A Chinese Joke

by | March 5, 2015

Despite having lived in China for years, I don’t speak more than a smattering of Mandarin. I’m not one of those people who can “pick up” foreign languages as if by osmosis – I don’t have the ear for that – and finding time to actively cultivate my language skills is difficult. Nevertheless, I do learn idiosyncratic bits here and there, and they’re often quite interesting.

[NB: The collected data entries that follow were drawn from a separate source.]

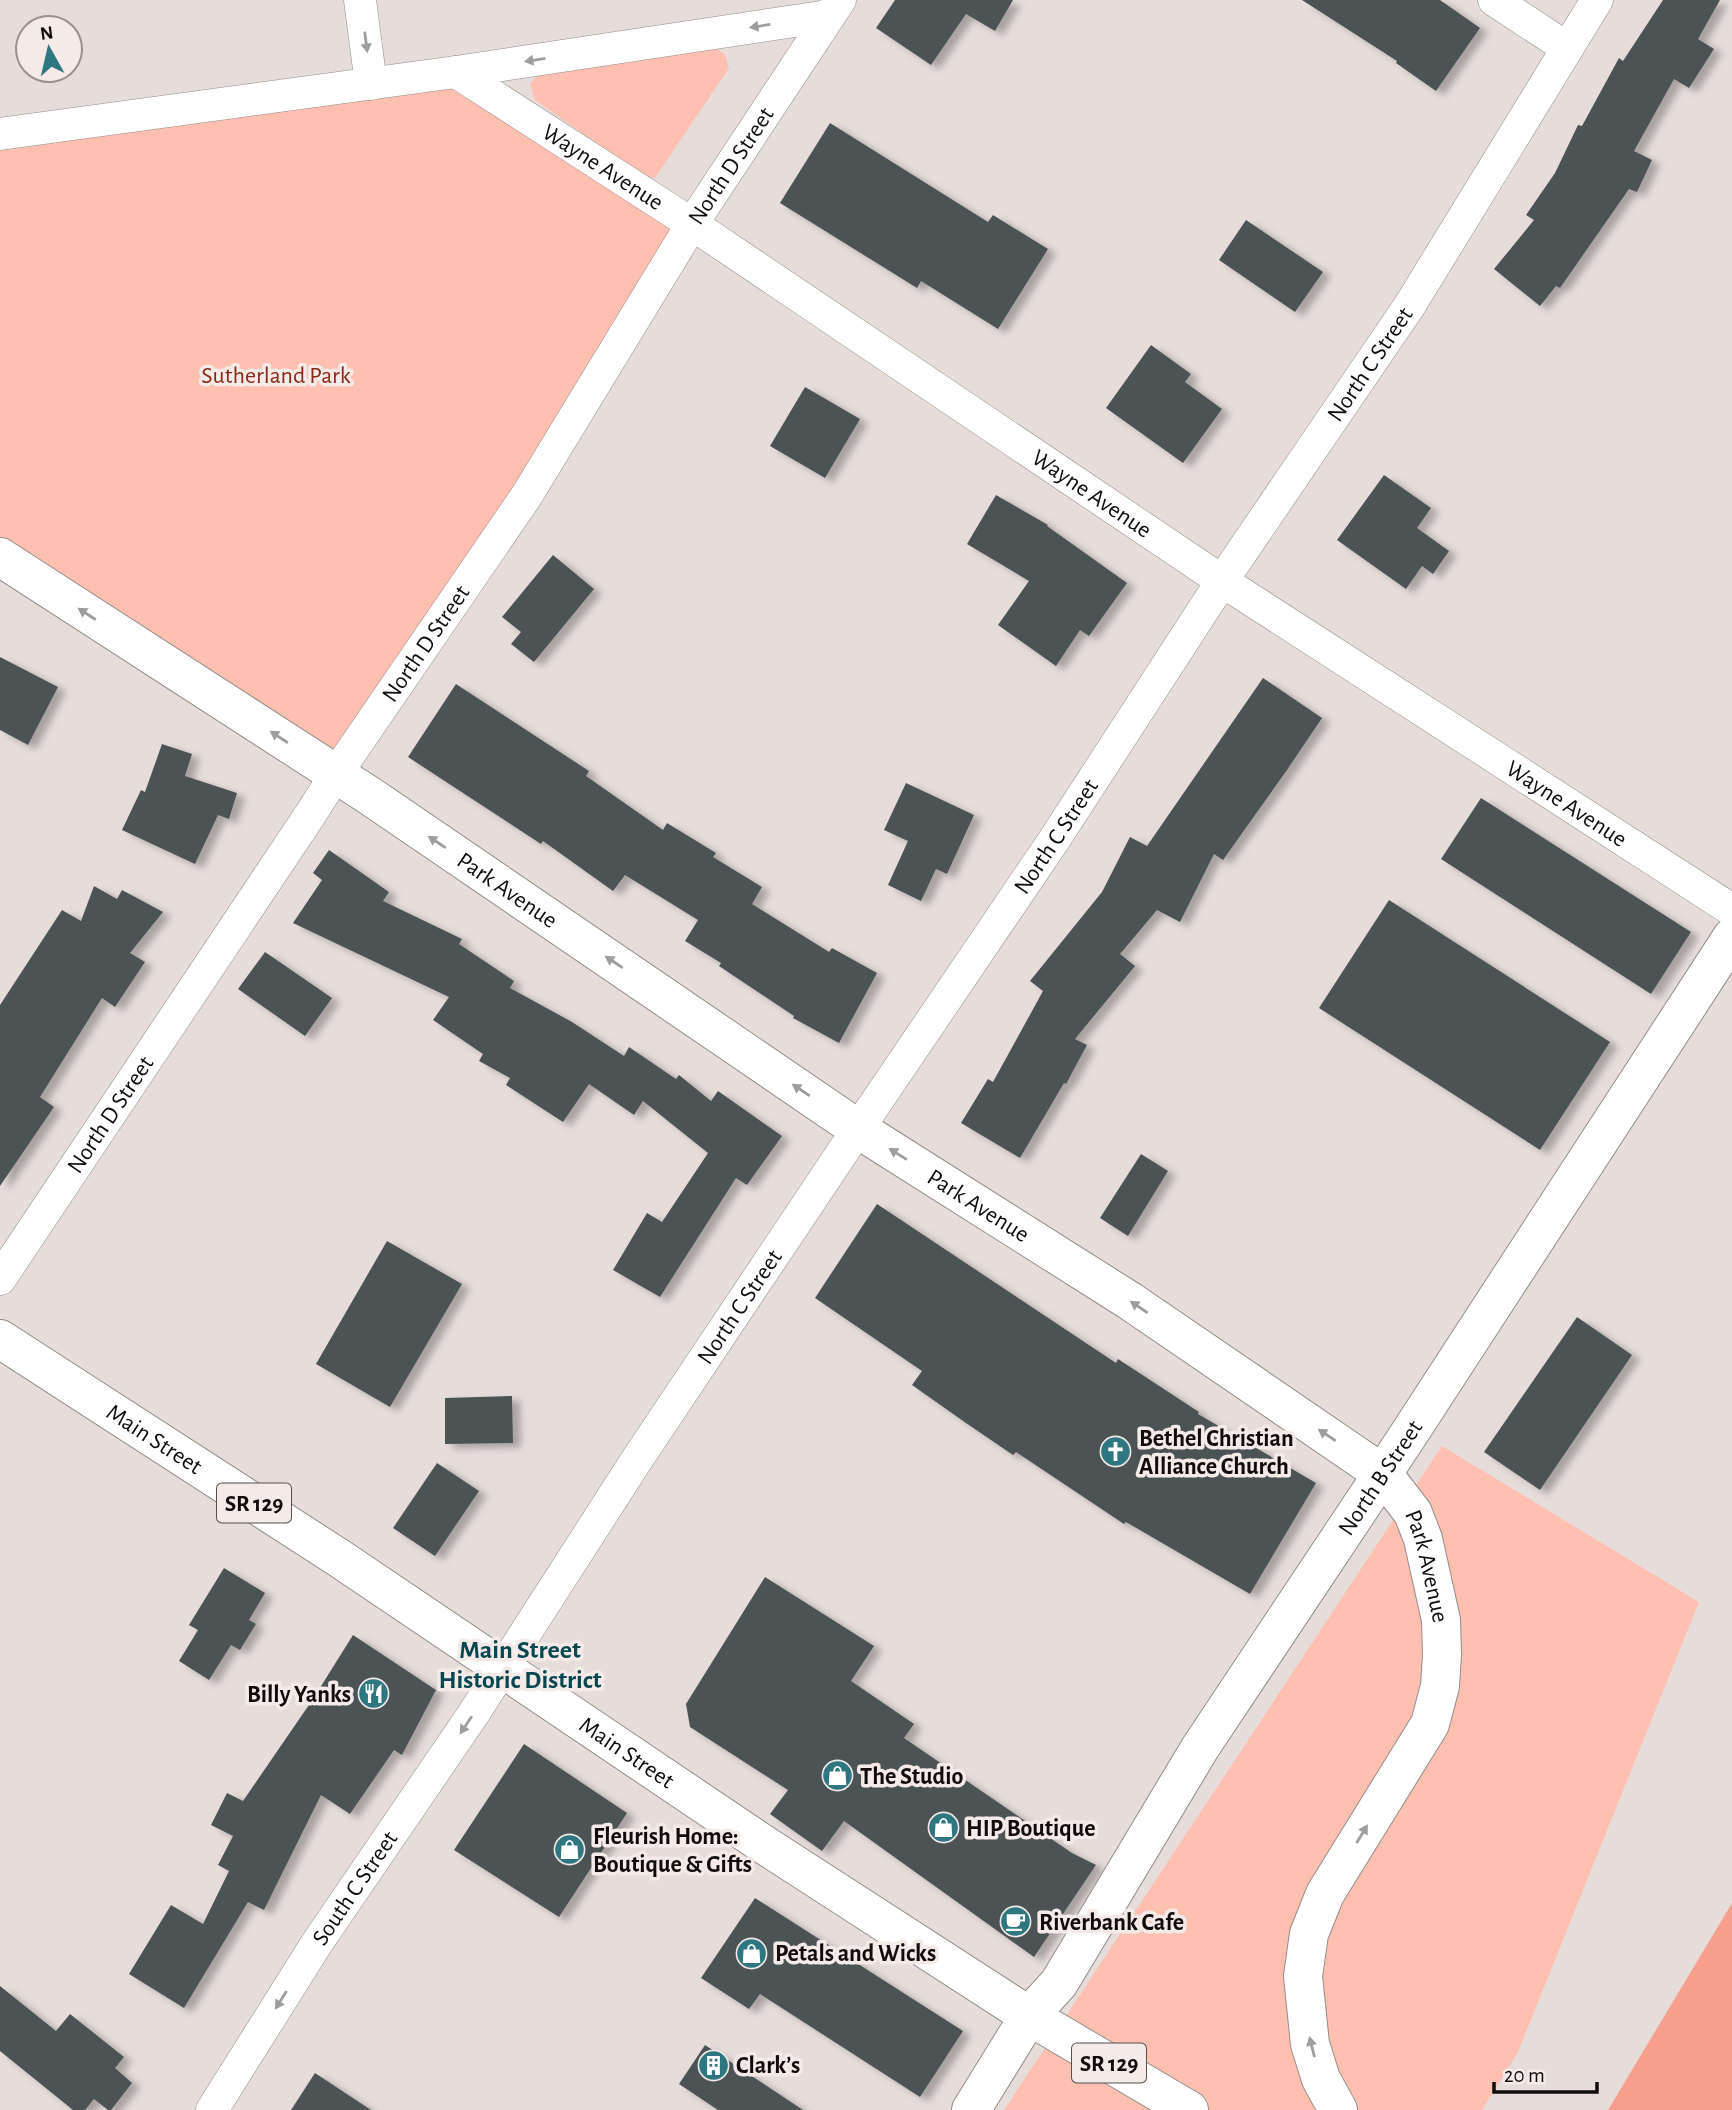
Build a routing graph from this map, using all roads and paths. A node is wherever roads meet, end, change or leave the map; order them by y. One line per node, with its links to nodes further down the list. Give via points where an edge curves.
1 (360, 0): 7 (street, one-way to 7)
2 (1494, 0): 5 (street)
3 (1597, 0): 5 (street, North C Street)
4 (834, 8): 6 (street, one-way to 6); 9 (street, North D Street)
5 (1567, 48): 11 (street, North C Street, via 1409,305)
6 (456, 72): 7 (street); 9 (street, Wayne Avenue)
7 (371, 84): 8 (street)
8 (0, 134)
9 (692, 224): 11 (street, Wayne Avenue); 12 (street, North D Street, via 527,495)
10 (0, 557): 12 (main road, Park Avenue, one-way to 10)
11 (1222, 581): 13 (street, Wayne Avenue); 15 (street, North C Street)
12 (336, 774): 15 (main road, Park Avenue, one-way to 12); 16 (street, North D Street)
13 (1732, 909)
14 (1732, 937): 18 (main road, North B Street)
15 (858, 1129): 18 (main road, Park Avenue, one-way to 15, via 1130,1301); 19 (street, North C Street)
16 (0, 1279)
17 (0, 1339): 19 (main road, Main Street / SR 129)
18 (1382, 1474): 20 (main road, North B Street, via 1200,1748 1059,1983); 24 (main road, Park Avenue, one-way to 18, via 1321,2079 1310,2044 1303,1976 1310,1934 1325,1894 1430,1724 1440,1686 1441,1620 1423,1539 1413,1513)
19 (502, 1667): 20 (main road, Main Street / SR 129); 21 (street, South C Street, one-way to 21, via 317,1942)
20 (1029, 2016): 22 (main road, North B Street); 23 (main road, Main Street / SR 129)
21 (212, 2110)
22 (971, 2110)
23 (1189, 2110)
24 (1338, 2110)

In Mandarin, the words for most religions end in the syllable jiào, which in other contexts can mean “to teach” (jiào rhymes with the “meow” of a cat; the accent grave indicates that the syllable should be pronounced in what is called the fourth tone, similar to a “stressed” syllable in English, and other accent marks used subsequently in this post indicate other tones). A religion, one might surmise, is conceived of as a body of teachings. Buddhism, for example, is fó jiào, and Christianity is j­ī dū jiào. Atheism is wú shén lùn, which means “no god(s) theory” (Chinese languages normally don’t bother to distinguish between singular and plural forms). However, a godless person who is asked which jiào he or she follows may facetiously respond “shùi jiào”, an expression that means “to sleep”. This is funny because the jiào in shùi jiào is pronounced exactly the same way as the jiào that means “religion”, even though it’s written with a different Chinese character and has a different meaning. The Chinese languages abound in such homonyms, and they seem to provide an inexhaustible vein of humour and clever double meanings. They can also give rise to superstitions: the number four ( in Mandarin) is considered unlucky because it sounds a bit like the word for death (), despite the difference in tone.

I approve, incidentally, of the fact that the formal word for atheism ends not in jiào but in lùn, a suffix denoting a theory: the theory of relativity, for example, is xiāng duì lùn. The lùn suffix distinguishes atheism not only from religions but also from some if not all secular ideologies, which tend to end in zhŭ yì (doctrine). Using lùn goes at least some way towards positioning atheism as a limited if profound claim about the universe, not a broad worldview with moral and political dimensions, and that’s the way it should be.

One thought on “A Chinese Joke

  1. Veronica Abbass

    I enjoyed this post very much. I learned something new today.